GIVEN DATA
··········
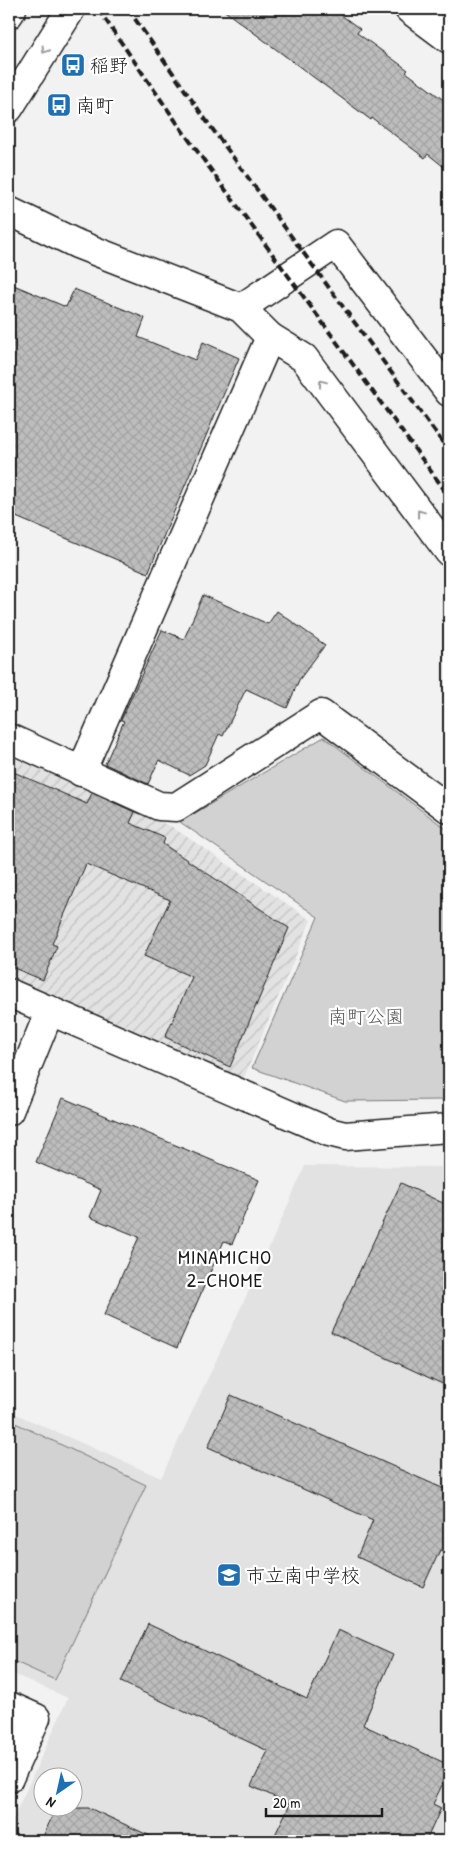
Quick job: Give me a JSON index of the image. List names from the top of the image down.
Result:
··········
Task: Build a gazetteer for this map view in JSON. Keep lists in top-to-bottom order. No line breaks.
··········
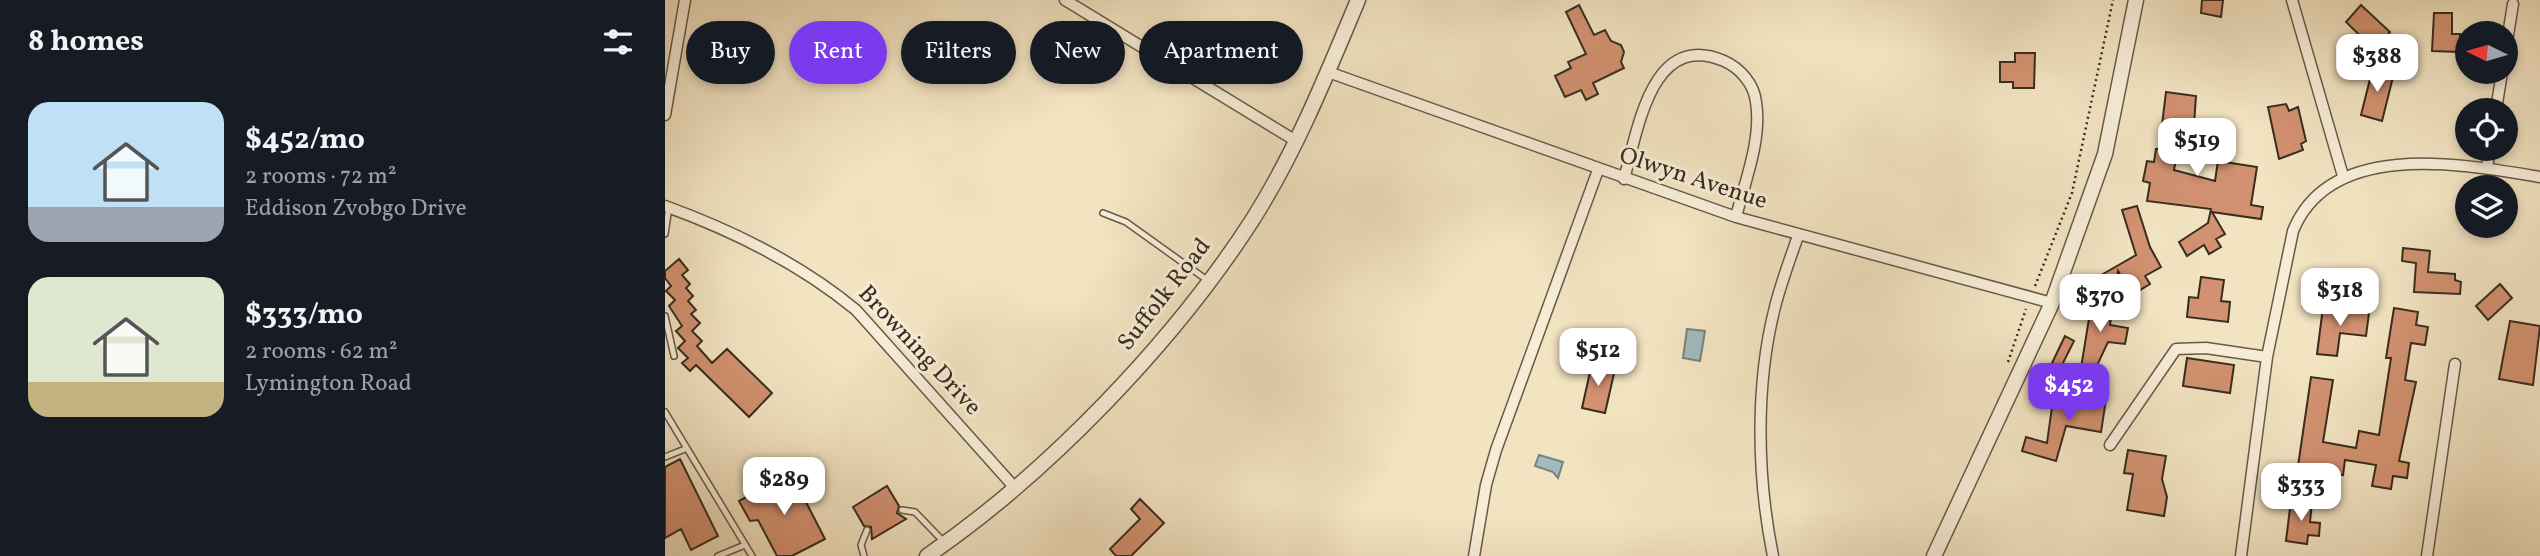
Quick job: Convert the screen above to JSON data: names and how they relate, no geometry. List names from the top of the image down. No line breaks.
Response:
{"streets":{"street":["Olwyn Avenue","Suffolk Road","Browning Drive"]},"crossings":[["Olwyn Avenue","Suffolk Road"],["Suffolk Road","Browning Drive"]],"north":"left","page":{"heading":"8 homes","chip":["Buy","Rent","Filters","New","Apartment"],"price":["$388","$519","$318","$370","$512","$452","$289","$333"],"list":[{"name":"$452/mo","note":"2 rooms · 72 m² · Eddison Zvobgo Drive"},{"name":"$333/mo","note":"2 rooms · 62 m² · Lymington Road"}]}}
··········
INSTRUCTIONS FOR THE TASK
Go through the data and gather every line that holds "from".

SOLUTION TO THE PROBLEM
Quick job: Give me a JSON index of the image. List names from the top of the image down.
Quick job: Convert the screen above to JSON data: names and how they relate, no geometry. List names from the top of the image down. No line breaks.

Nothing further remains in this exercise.